- _What to produce_
Each entry has to be reproduced in full, exactly as given.

- _Excerpted data_
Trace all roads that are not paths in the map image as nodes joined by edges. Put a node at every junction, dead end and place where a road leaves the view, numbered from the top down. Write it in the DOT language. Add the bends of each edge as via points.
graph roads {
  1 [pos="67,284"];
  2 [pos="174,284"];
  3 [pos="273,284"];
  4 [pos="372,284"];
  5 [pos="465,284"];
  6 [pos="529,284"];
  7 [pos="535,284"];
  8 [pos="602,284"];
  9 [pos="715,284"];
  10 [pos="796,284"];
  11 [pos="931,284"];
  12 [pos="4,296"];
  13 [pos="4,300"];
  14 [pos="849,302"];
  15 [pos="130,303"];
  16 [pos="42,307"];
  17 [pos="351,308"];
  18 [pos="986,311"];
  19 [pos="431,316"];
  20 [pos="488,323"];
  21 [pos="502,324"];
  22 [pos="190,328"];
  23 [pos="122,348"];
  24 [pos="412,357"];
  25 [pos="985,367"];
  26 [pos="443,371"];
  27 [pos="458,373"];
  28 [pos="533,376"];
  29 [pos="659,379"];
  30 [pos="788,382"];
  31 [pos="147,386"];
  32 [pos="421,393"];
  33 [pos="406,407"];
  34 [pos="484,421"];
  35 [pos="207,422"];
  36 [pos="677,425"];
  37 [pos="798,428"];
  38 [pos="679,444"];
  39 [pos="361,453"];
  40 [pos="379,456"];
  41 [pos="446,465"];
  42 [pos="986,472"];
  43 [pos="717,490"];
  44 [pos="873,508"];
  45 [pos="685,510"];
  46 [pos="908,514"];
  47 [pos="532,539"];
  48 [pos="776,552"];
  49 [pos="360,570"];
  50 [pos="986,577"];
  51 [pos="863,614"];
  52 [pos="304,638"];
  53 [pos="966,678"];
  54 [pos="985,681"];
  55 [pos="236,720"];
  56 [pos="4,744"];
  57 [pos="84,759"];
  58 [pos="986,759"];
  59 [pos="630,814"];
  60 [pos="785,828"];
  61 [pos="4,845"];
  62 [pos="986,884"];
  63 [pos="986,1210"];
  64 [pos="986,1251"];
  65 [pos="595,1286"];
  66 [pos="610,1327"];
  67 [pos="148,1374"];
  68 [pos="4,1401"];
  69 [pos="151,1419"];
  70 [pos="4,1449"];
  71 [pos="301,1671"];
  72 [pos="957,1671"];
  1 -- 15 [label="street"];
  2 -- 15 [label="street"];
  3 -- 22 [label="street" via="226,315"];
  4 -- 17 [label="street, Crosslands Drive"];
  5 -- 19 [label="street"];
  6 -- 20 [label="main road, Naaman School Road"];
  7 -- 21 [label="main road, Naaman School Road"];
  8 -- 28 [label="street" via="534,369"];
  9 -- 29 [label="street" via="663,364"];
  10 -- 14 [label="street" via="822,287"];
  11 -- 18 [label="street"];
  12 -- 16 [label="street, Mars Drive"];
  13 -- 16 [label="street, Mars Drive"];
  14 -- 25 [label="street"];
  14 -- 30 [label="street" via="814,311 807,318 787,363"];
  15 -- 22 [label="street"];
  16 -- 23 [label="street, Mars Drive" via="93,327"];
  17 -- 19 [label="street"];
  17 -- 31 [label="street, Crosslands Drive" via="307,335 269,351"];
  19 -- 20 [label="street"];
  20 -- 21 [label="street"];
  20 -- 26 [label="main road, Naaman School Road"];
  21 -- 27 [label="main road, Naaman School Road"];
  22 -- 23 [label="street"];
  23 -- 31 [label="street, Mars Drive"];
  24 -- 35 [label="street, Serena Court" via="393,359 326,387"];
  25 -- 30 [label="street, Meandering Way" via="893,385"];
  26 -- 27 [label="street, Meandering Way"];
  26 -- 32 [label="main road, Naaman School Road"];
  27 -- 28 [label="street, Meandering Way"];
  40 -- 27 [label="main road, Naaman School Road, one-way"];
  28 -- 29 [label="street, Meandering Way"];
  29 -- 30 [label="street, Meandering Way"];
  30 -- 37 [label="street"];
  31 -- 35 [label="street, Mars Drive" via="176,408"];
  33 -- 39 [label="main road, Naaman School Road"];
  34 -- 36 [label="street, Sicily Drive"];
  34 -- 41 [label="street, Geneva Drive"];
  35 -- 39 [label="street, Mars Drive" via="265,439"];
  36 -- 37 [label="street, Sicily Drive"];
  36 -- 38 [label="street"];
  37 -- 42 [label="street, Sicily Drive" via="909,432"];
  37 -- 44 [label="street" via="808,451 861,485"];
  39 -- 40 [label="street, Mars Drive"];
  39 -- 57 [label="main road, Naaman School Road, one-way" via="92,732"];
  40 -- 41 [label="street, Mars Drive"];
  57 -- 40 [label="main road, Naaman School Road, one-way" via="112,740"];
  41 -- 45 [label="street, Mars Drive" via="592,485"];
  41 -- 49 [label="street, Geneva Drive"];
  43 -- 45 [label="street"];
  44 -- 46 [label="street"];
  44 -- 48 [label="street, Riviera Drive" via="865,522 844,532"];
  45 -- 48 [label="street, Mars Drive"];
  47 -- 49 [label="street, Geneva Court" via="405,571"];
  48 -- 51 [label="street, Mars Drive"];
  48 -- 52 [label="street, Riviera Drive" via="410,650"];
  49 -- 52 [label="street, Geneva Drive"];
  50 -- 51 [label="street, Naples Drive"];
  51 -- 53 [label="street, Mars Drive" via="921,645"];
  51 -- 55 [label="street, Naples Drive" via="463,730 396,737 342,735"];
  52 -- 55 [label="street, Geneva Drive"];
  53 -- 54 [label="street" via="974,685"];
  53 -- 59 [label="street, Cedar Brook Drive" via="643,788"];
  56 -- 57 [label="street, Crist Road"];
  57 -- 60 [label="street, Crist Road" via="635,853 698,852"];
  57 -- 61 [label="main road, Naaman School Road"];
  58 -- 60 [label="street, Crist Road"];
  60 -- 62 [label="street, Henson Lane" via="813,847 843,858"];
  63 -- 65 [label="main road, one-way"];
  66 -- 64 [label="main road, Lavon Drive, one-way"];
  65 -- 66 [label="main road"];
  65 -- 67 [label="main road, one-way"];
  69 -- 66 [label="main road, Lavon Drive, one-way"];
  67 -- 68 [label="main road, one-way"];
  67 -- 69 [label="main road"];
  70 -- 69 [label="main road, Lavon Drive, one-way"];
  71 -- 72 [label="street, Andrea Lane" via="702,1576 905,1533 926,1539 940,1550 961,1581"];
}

- _Answer for the task_
Trace all roads that are not paths in the map image as nodes joined by edges. Put a node at every junction, dead end and place where a road leaves the view, numbered from the top down. Write it in the DOT language. Add the bends of each edge as via points.
graph roads {
  1 [pos="67,284"];
  2 [pos="174,284"];
  3 [pos="273,284"];
  4 [pos="372,284"];
  5 [pos="465,284"];
  6 [pos="529,284"];
  7 [pos="535,284"];
  8 [pos="602,284"];
  9 [pos="715,284"];
  10 [pos="796,284"];
  11 [pos="931,284"];
  12 [pos="4,296"];
  13 [pos="4,300"];
  14 [pos="849,302"];
  15 [pos="130,303"];
  16 [pos="42,307"];
  17 [pos="351,308"];
  18 [pos="986,311"];
  19 [pos="431,316"];
  20 [pos="488,323"];
  21 [pos="502,324"];
  22 [pos="190,328"];
  23 [pos="122,348"];
  24 [pos="412,357"];
  25 [pos="985,367"];
  26 [pos="443,371"];
  27 [pos="458,373"];
  28 [pos="533,376"];
  29 [pos="659,379"];
  30 [pos="788,382"];
  31 [pos="147,386"];
  32 [pos="421,393"];
  33 [pos="406,407"];
  34 [pos="484,421"];
  35 [pos="207,422"];
  36 [pos="677,425"];
  37 [pos="798,428"];
  38 [pos="679,444"];
  39 [pos="361,453"];
  40 [pos="379,456"];
  41 [pos="446,465"];
  42 [pos="986,472"];
  43 [pos="717,490"];
  44 [pos="873,508"];
  45 [pos="685,510"];
  46 [pos="908,514"];
  47 [pos="532,539"];
  48 [pos="776,552"];
  49 [pos="360,570"];
  50 [pos="986,577"];
  51 [pos="863,614"];
  52 [pos="304,638"];
  53 [pos="966,678"];
  54 [pos="985,681"];
  55 [pos="236,720"];
  56 [pos="4,744"];
  57 [pos="84,759"];
  58 [pos="986,759"];
  59 [pos="630,814"];
  60 [pos="785,828"];
  61 [pos="4,845"];
  62 [pos="986,884"];
  63 [pos="986,1210"];
  64 [pos="986,1251"];
  65 [pos="595,1286"];
  66 [pos="610,1327"];
  67 [pos="148,1374"];
  68 [pos="4,1401"];
  69 [pos="151,1419"];
  70 [pos="4,1449"];
  71 [pos="301,1671"];
  72 [pos="957,1671"];
  1 -- 15 [label="street"];
  2 -- 15 [label="street"];
  3 -- 22 [label="street" via="226,315"];
  4 -- 17 [label="street, Crosslands Drive"];
  5 -- 19 [label="street"];
  6 -- 20 [label="main road, Naaman School Road"];
  7 -- 21 [label="main road, Naaman School Road"];
  8 -- 28 [label="street" via="534,369"];
  9 -- 29 [label="street" via="663,364"];
  10 -- 14 [label="street" via="822,287"];
  11 -- 18 [label="street"];
  12 -- 16 [label="street, Mars Drive"];
  13 -- 16 [label="street, Mars Drive"];
  14 -- 25 [label="street"];
  14 -- 30 [label="street" via="814,311 807,318 787,363"];
  15 -- 22 [label="street"];
  16 -- 23 [label="street, Mars Drive" via="93,327"];
  17 -- 19 [label="street"];
  17 -- 31 [label="street, Crosslands Drive" via="307,335 269,351"];
  19 -- 20 [label="street"];
  20 -- 21 [label="street"];
  20 -- 26 [label="main road, Naaman School Road"];
  21 -- 27 [label="main road, Naaman School Road"];
  22 -- 23 [label="street"];
  23 -- 31 [label="street, Mars Drive"];
  24 -- 35 [label="street, Serena Court" via="393,359 326,387"];
  25 -- 30 [label="street, Meandering Way" via="893,385"];
  26 -- 27 [label="street, Meandering Way"];
  26 -- 32 [label="main road, Naaman School Road"];
  27 -- 28 [label="street, Meandering Way"];
  40 -- 27 [label="main road, Naaman School Road, one-way"];
  28 -- 29 [label="street, Meandering Way"];
  29 -- 30 [label="street, Meandering Way"];
  30 -- 37 [label="street"];
  31 -- 35 [label="street, Mars Drive" via="176,408"];
  33 -- 39 [label="main road, Naaman School Road"];
  34 -- 36 [label="street, Sicily Drive"];
  34 -- 41 [label="street, Geneva Drive"];
  35 -- 39 [label="street, Mars Drive" via="265,439"];
  36 -- 37 [label="street, Sicily Drive"];
  36 -- 38 [label="street"];
  37 -- 42 [label="street, Sicily Drive" via="909,432"];
  37 -- 44 [label="street" via="808,451 861,485"];
  39 -- 40 [label="street, Mars Drive"];
  39 -- 57 [label="main road, Naaman School Road, one-way" via="92,732"];
  40 -- 41 [label="street, Mars Drive"];
  57 -- 40 [label="main road, Naaman School Road, one-way" via="112,740"];
  41 -- 45 [label="street, Mars Drive" via="592,485"];
  41 -- 49 [label="street, Geneva Drive"];
  43 -- 45 [label="street"];
  44 -- 46 [label="street"];
  44 -- 48 [label="street, Riviera Drive" via="865,522 844,532"];
  45 -- 48 [label="street, Mars Drive"];
  47 -- 49 [label="street, Geneva Court" via="405,571"];
  48 -- 51 [label="street, Mars Drive"];
  48 -- 52 [label="street, Riviera Drive" via="410,650"];
  49 -- 52 [label="street, Geneva Drive"];
  50 -- 51 [label="street, Naples Drive"];
  51 -- 53 [label="street, Mars Drive" via="921,645"];
  51 -- 55 [label="street, Naples Drive" via="463,730 396,737 342,735"];
  52 -- 55 [label="street, Geneva Drive"];
  53 -- 54 [label="street" via="974,685"];
  53 -- 59 [label="street, Cedar Brook Drive" via="643,788"];
  56 -- 57 [label="street, Crist Road"];
  57 -- 60 [label="street, Crist Road" via="635,853 698,852"];
  57 -- 61 [label="main road, Naaman School Road"];
  58 -- 60 [label="street, Crist Road"];
  60 -- 62 [label="street, Henson Lane" via="813,847 843,858"];
  63 -- 65 [label="main road, one-way"];
  66 -- 64 [label="main road, Lavon Drive, one-way"];
  65 -- 66 [label="main road"];
  65 -- 67 [label="main road, one-way"];
  69 -- 66 [label="main road, Lavon Drive, one-way"];
  67 -- 68 [label="main road, one-way"];
  67 -- 69 [label="main road"];
  70 -- 69 [label="main road, Lavon Drive, one-way"];
  71 -- 72 [label="street, Andrea Lane" via="702,1576 905,1533 926,1539 940,1550 961,1581"];
}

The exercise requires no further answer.